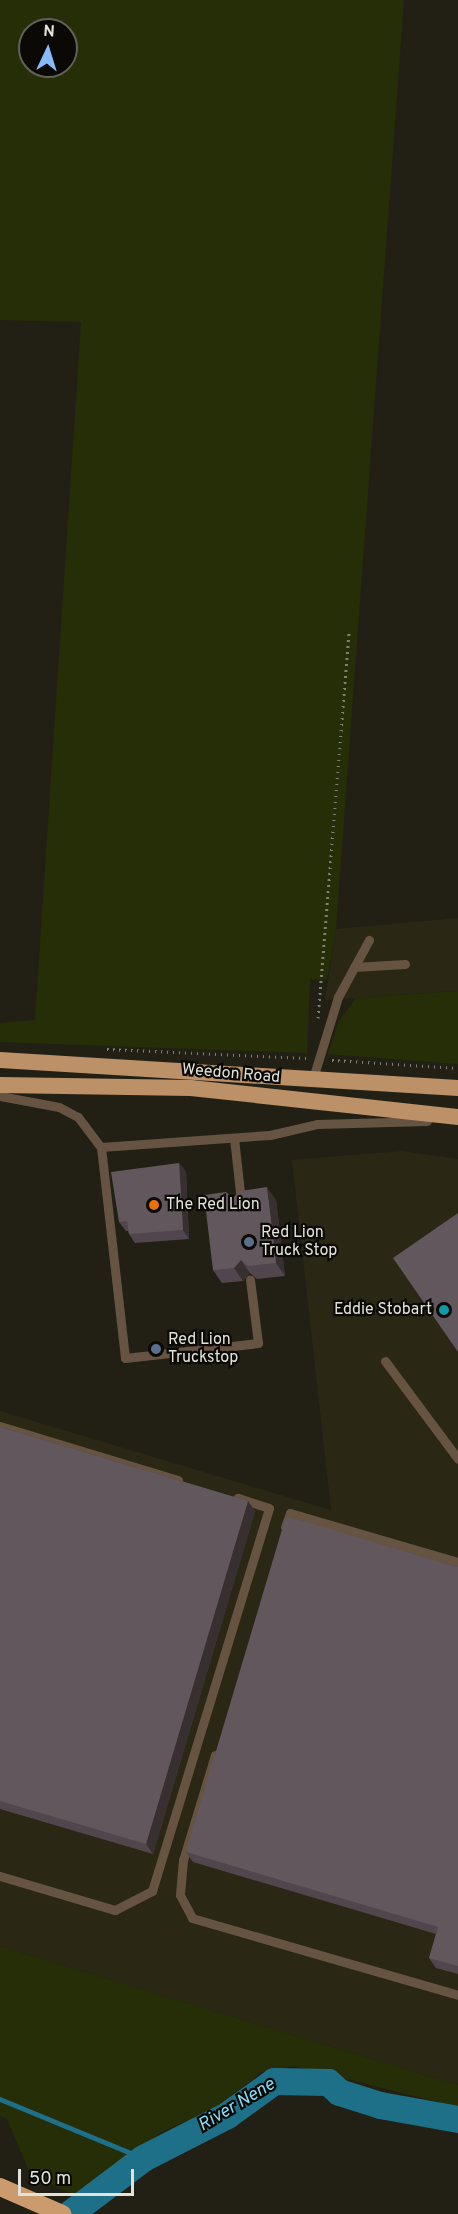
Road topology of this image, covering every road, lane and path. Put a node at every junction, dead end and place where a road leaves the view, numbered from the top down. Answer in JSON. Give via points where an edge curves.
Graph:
{"nodes":[{"id":1,"x":349,"y":632,"type":"dead end"},
{"id":2,"x":369,"y":940,"type":"dead end"},
{"id":3,"x":405,"y":964,"type":"dead end"},
{"id":4,"x":354,"y":967,"type":"junction"},
{"id":5,"x":318,"y":1026,"type":"dead end"},
{"id":6,"x":101,"y":1049,"type":"dead end"},
{"id":7,"x":0,"y":1060,"type":"edge"},
{"id":8,"x":314,"y":1067,"type":"junction"},
{"id":9,"x":458,"y":1068,"type":"edge"},
{"id":10,"x":0,"y":1085,"type":"edge"},
{"id":11,"x":458,"y":1088,"type":"edge"},
{"id":12,"x":0,"y":1096,"type":"edge"},
{"id":13,"x":458,"y":1117,"type":"edge"},
{"id":14,"x":458,"y":1121,"type":"edge"},
{"id":15,"x":234,"y":1138,"type":"junction"},
{"id":16,"x":101,"y":1147,"type":"junction"},
{"id":17,"x":242,"y":1204,"type":"edge"},
{"id":18,"x":250,"y":1280,"type":"edge"},
{"id":19,"x":385,"y":1361,"type":"dead end"},
{"id":20,"x":0,"y":1426,"type":"edge"},
{"id":21,"x":458,"y":1459,"type":"edge"},
{"id":22,"x":190,"y":1484,"type":"edge"},
{"id":23,"x":224,"y":1494,"type":"edge"},
{"id":24,"x":283,"y":1535,"type":"edge"},
{"id":25,"x":458,"y":1562,"type":"edge"},
{"id":26,"x":218,"y":1746,"type":"edge"},
{"id":27,"x":0,"y":1876,"type":"edge"},
{"id":28,"x":458,"y":1995,"type":"edge"},
{"id":29,"x":3,"y":2189,"type":"edge"},
{"id":30,"x":62,"y":2214,"type":"edge"}],
"edges":[{"from":1,"to":5,"type":"path"},
{"from":2,"to":4,"type":"lane"},
{"from":3,"to":4,"type":"lane"},
{"from":4,"to":8,"type":"lane"},
{"from":6,"to":8,"type":"path"},
{"from":7,"to":8,"type":"highway","name":"Weedon Road"},
{"from":8,"to":9,"type":"path"},
{"from":8,"to":11,"type":"highway","name":"Weedon Road"},
{"from":10,"to":13,"type":"highway","name":"Weedon Road","via":[[191,1088]]},
{"from":12,"to":16,"type":"lane","via":[[60,1107],[78,1117]]},
{"from":14,"to":15,"type":"lane","via":[[363,1120]]},
{"from":15,"to":16,"type":"lane"},
{"from":15,"to":17,"type":"lane"},
{"from":16,"to":18,"type":"lane","via":[[124,1358],[258,1343]]},
{"from":19,"to":21,"type":"lane"},
{"from":20,"to":22,"type":"lane"},
{"from":23,"to":27,"type":"lane","via":[[269,1508],[152,1891],[115,1911]]},
{"from":24,"to":25,"type":"lane","via":[[290,1513]]},
{"from":26,"to":28,"type":"lane","via":[[183,1860],[180,1895],[192,1918]]},
{"from":29,"to":30,"type":"highway"}]}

-------------------------

- **WHAT YOU SHOULD DO**: Reproduce all entries above exactly, minus the images.

- **RESULT BELOW**:
Road topology of this image, covering every road, lane and path. Put a node at every junction, dead end and place where a road leaves the view, numbered from the top down. Answer in JSON. Give via points where an edge curves.
Graph:
{"nodes":[{"id":1,"x":349,"y":632,"type":"dead end"},
{"id":2,"x":369,"y":940,"type":"dead end"},
{"id":3,"x":405,"y":964,"type":"dead end"},
{"id":4,"x":354,"y":967,"type":"junction"},
{"id":5,"x":318,"y":1026,"type":"dead end"},
{"id":6,"x":101,"y":1049,"type":"dead end"},
{"id":7,"x":0,"y":1060,"type":"edge"},
{"id":8,"x":314,"y":1067,"type":"junction"},
{"id":9,"x":458,"y":1068,"type":"edge"},
{"id":10,"x":0,"y":1085,"type":"edge"},
{"id":11,"x":458,"y":1088,"type":"edge"},
{"id":12,"x":0,"y":1096,"type":"edge"},
{"id":13,"x":458,"y":1117,"type":"edge"},
{"id":14,"x":458,"y":1121,"type":"edge"},
{"id":15,"x":234,"y":1138,"type":"junction"},
{"id":16,"x":101,"y":1147,"type":"junction"},
{"id":17,"x":242,"y":1204,"type":"edge"},
{"id":18,"x":250,"y":1280,"type":"edge"},
{"id":19,"x":385,"y":1361,"type":"dead end"},
{"id":20,"x":0,"y":1426,"type":"edge"},
{"id":21,"x":458,"y":1459,"type":"edge"},
{"id":22,"x":190,"y":1484,"type":"edge"},
{"id":23,"x":224,"y":1494,"type":"edge"},
{"id":24,"x":283,"y":1535,"type":"edge"},
{"id":25,"x":458,"y":1562,"type":"edge"},
{"id":26,"x":218,"y":1746,"type":"edge"},
{"id":27,"x":0,"y":1876,"type":"edge"},
{"id":28,"x":458,"y":1995,"type":"edge"},
{"id":29,"x":3,"y":2189,"type":"edge"},
{"id":30,"x":62,"y":2214,"type":"edge"}],
"edges":[{"from":1,"to":5,"type":"path"},
{"from":2,"to":4,"type":"lane"},
{"from":3,"to":4,"type":"lane"},
{"from":4,"to":8,"type":"lane"},
{"from":6,"to":8,"type":"path"},
{"from":7,"to":8,"type":"highway","name":"Weedon Road"},
{"from":8,"to":9,"type":"path"},
{"from":8,"to":11,"type":"highway","name":"Weedon Road"},
{"from":10,"to":13,"type":"highway","name":"Weedon Road","via":[[191,1088]]},
{"from":12,"to":16,"type":"lane","via":[[60,1107],[78,1117]]},
{"from":14,"to":15,"type":"lane","via":[[363,1120]]},
{"from":15,"to":16,"type":"lane"},
{"from":15,"to":17,"type":"lane"},
{"from":16,"to":18,"type":"lane","via":[[124,1358],[258,1343]]},
{"from":19,"to":21,"type":"lane"},
{"from":20,"to":22,"type":"lane"},
{"from":23,"to":27,"type":"lane","via":[[269,1508],[152,1891],[115,1911]]},
{"from":24,"to":25,"type":"lane","via":[[290,1513]]},
{"from":26,"to":28,"type":"lane","via":[[183,1860],[180,1895],[192,1918]]},
{"from":29,"to":30,"type":"highway"}]}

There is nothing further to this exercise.